-1

I have used a regex for email validation for a google scraper to grab email addresses. The problem is there are several emails not being matched by this because they start with http://. I am not great at creating regexes and this is already very long.
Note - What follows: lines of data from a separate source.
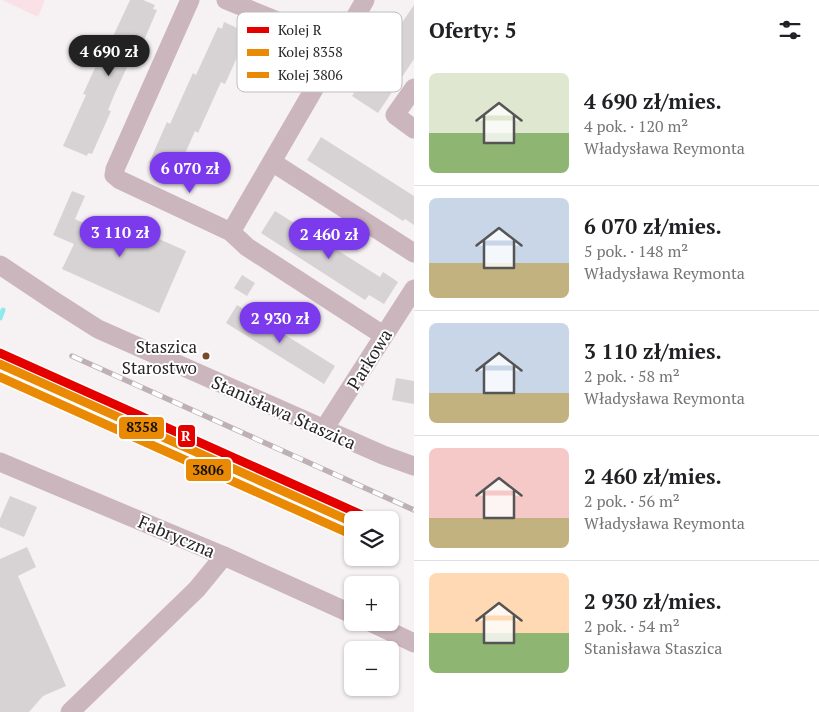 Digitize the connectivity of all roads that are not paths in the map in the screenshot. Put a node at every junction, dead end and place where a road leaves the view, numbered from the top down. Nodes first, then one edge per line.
1 (190, 0) edge
2 (226, 0) edge
3 (365, 0) edge
4 (255, 12) edge
5 (358, 12) edge
6 (414, 88) edge
7 (312, 92) edge
8 (414, 129) edge
9 (272, 162) junction
10 (231, 232) junction
11 (414, 252) edge
12 (0, 264) edge
13 (414, 288) edge
14 (383, 335) junction
15 (324, 429) junction
16 (0, 462) edge
17 (414, 466) edge
18 (224, 556) junction
19 (344, 610) edge
20 (389, 631) edge
21 (414, 643) edge
22 (70, 712) edge

1 - 10 street
2 - 4 street
3 - 5 street
6 - 8 street
7 - 9 street
9 - 10 street
9 - 11 street
10 - 14 street
12 - 15 street, Stanisława Staszica
13 - 14 street, Parkowa
14 - 15 street, Parkowa
15 - 17 street, Stanisława Staszica
16 - 18 street, Fabryczna
18 - 19 street, Fabryczna
18 - 22 street
20 - 21 street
Here Is the code I have thus far

emailregex = r'''(?:[a-zA-Z0-9!#$%&'*+/=?^_`{|}~-]+(?:\.[a-zA-Z0-9!#$%&'*+/=?^_`{|}~-]+)*|"(?:[\x01-\x08\x0b\x0c\x0e-\x1f\x21\x23-\x5b\x5d-\x7f]|\\[\x01-\x09\x0b\x0c\x0e-\x7f])*")@(?:(?:[a-zA-Z0-9](?:[a-zA-Z0-9-]*[a-zA-Z0-9])?\.)+[a-zA-Z0-9](?:[a-zA-Z0-9-]*[a-zA-Z0-9])?|\[(?:(?:(2(5[0-5]|[0-4][0-9])|1[0-9][0-9]|[1-9]?[0-9]))\.){3}(?:(2(5[0-5]|[0-4][0-9])|1[0-9][0-9]|[1-9]?[0-9])|[a-zA-Z0-9-]*[a-zA-Z0-9]:(?:[\x01-\x08\x0b\x0c\x0e-\x1f\x21-\x5a\x53-\x7f]|\\[\x01-\x09\x0b\x0c\x0e-\x7f])+)\]|[(http|ftp|https):\/\/[\w\-_]+(\.[\w\-_]+)+([\w\-\.,@?^=%&:/~\+#]*[\w\-\@?^=%&/~\+#])?])'''

driver.get("https://www.google.com")
search = driver.find_element_by_xpath("//input[@name='q']")
search.send_keys(searchterm)

submit = driver.find_element_by_xpath("//input[@type='submit']")
driver.execute_script("arguments[0].click();", submit)
doc = driver.page_source

email_list = []

for re_match in re.finditer(emailregex, doc):
    email_list.append(re_match.group())

while True:
    try :
        next_page = driver.find_element(By.ID, "pnnext")
        driver.execute_script("arguments[0].click();", next_page)
        doc = driver.page_source
        for re_match in re.finditer(emailregex, doc):
            email_list.append(re_match.group())
    except :
        break
    
for i, email in enumerate(email_list):
    print(f'{i + 1}: {email}')
  • 6
    In what scenario does an email address have an `http://` prefix? – jarmod Jul 26 '22 at 13:56
  • 2
    That doesn't sound like a valid email. Surely you can't send an email to `http://some.email+address@somecompany.com`, right? This is also one of the reasons why regex just isn't the best for email address validation. There's ALWAYS an edge case. – JNevill Jul 26 '22 at 13:57
  • I believe in these cases they have a gmail account they put http:// in front of to jump to it. – Steven Mullikin Jul 26 '22 at 14:02
  • Interesting. It looks like Google does redirect you to the inbox via 307 internal redirect to `https://addr@gmail.com` and then 301 redirect to `https://www.google.com/gmail`, then 302 redirect to `https://mail.google.com/mail/`, then 302 redirect to the inbox at `https://mail.google.com/mail/u/0/`. – jarmod Jul 26 '22 at 14:11
  • [Oh interesting](https://stackoverflow.com/a/19511469/16450169) – 0x263A Jul 26 '22 at 14:46

1 Answers1

0

You can add (http(s)?:\/\/)? at the start of the regex to add http:// or https://.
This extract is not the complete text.